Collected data
_ _ _
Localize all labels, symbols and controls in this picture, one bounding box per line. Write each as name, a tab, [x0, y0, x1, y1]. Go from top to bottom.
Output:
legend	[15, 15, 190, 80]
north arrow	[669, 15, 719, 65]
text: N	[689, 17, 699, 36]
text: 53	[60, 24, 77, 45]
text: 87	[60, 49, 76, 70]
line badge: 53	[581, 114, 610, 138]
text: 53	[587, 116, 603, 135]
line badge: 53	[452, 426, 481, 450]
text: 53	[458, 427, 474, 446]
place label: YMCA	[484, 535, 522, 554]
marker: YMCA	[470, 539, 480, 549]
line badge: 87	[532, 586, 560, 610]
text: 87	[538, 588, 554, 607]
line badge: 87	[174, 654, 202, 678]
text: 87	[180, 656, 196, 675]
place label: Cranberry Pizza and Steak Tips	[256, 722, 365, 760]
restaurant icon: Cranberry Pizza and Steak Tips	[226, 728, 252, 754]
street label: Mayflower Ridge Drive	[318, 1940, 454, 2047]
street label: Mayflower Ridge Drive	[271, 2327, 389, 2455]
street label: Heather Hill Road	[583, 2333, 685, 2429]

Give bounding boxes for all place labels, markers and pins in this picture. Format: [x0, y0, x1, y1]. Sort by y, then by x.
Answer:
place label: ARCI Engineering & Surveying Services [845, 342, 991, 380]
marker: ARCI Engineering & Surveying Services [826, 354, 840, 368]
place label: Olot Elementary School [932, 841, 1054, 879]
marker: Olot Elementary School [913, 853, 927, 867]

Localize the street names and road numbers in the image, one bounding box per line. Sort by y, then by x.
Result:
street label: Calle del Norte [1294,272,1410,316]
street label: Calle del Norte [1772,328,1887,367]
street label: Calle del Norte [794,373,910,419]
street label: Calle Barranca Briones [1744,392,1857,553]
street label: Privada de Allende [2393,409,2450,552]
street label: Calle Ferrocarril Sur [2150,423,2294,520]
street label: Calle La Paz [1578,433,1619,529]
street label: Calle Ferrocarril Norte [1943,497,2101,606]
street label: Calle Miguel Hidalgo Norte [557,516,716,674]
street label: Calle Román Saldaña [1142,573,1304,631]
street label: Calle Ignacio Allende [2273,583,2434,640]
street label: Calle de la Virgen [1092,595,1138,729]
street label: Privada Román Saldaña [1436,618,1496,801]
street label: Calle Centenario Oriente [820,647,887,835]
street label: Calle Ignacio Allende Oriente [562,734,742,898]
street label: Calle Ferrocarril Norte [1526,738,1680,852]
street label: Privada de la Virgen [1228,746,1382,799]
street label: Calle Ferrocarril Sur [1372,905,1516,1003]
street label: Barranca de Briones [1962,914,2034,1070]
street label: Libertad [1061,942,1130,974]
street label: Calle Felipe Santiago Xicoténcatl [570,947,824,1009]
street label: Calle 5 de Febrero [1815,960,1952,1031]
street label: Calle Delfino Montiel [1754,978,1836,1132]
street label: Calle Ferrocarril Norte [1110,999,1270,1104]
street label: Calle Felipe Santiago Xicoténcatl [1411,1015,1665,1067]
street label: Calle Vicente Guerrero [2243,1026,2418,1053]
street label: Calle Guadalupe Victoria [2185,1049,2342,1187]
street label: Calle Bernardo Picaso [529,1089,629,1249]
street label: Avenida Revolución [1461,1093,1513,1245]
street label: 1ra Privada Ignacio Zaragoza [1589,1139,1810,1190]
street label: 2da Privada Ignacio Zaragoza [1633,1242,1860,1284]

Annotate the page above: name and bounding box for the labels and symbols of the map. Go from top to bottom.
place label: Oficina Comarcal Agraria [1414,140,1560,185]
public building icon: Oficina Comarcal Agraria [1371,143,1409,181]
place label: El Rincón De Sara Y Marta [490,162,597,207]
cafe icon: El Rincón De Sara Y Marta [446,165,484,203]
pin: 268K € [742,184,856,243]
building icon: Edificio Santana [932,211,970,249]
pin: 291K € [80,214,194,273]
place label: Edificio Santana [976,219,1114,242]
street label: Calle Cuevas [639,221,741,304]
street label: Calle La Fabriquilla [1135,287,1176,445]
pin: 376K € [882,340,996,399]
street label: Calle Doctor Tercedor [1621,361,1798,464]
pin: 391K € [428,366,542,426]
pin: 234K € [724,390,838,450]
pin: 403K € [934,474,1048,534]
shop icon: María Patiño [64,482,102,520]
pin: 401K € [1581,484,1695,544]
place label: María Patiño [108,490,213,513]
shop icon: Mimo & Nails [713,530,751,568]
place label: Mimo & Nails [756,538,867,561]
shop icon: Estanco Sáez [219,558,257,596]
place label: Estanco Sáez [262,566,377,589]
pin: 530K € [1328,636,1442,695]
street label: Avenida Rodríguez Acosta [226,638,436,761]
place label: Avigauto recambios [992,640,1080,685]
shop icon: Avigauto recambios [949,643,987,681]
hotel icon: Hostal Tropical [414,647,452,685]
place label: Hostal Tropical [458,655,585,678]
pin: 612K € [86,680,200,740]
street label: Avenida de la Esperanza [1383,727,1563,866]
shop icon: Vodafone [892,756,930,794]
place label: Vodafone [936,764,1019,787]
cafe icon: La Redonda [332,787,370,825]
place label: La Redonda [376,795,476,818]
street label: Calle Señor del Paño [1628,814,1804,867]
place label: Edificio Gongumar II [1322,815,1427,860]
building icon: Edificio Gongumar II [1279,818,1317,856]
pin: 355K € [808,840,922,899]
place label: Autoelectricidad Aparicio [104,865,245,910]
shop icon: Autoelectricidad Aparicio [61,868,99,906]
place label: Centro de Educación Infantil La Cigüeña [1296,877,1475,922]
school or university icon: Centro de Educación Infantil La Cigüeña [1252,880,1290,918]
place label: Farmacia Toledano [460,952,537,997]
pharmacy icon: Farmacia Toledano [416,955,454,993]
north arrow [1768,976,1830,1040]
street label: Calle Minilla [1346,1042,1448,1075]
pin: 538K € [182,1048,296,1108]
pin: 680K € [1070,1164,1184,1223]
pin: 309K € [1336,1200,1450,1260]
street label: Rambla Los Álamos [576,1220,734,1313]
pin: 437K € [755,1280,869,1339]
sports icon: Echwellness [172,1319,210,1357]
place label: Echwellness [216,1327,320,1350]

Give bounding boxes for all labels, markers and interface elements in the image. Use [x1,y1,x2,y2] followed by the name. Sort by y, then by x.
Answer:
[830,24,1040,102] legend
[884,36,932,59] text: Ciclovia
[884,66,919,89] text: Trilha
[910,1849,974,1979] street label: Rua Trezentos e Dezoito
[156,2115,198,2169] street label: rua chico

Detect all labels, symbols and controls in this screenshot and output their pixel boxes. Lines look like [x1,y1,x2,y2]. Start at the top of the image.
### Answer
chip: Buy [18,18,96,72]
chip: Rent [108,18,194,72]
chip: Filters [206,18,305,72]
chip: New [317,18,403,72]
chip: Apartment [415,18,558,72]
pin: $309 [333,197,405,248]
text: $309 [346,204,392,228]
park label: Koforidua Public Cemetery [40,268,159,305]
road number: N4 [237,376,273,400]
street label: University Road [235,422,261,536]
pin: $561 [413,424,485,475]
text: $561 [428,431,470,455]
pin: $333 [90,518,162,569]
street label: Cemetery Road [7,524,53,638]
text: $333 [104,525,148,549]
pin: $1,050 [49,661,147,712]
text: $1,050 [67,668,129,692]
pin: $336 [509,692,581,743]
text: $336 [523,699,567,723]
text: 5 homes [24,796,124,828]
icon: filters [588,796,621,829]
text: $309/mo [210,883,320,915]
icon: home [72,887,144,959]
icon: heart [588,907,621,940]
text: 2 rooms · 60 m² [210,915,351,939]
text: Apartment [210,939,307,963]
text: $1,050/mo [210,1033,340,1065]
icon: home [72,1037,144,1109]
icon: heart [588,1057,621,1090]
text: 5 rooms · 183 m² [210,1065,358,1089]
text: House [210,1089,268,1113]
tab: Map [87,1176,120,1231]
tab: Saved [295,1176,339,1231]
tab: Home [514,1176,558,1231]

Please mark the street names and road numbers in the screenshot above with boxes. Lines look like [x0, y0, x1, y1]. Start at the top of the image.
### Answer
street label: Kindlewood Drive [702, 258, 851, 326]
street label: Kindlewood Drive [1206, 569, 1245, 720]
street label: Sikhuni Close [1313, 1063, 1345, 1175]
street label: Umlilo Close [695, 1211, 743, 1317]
_ _ _
▶ The problem: List every line in the records above that contains the word "like".

▶ Solution for this problem:
Detect all labels, symbols and controls in this screenshot and output their pixel boxes. Lines look like [x1,y1,x2,y2]. Start at the top of the image.
Please mark the street names and road numbers in the screenshot above with boxes. Lines look like [x0, y0, x1, y1]. Start at the top of the image.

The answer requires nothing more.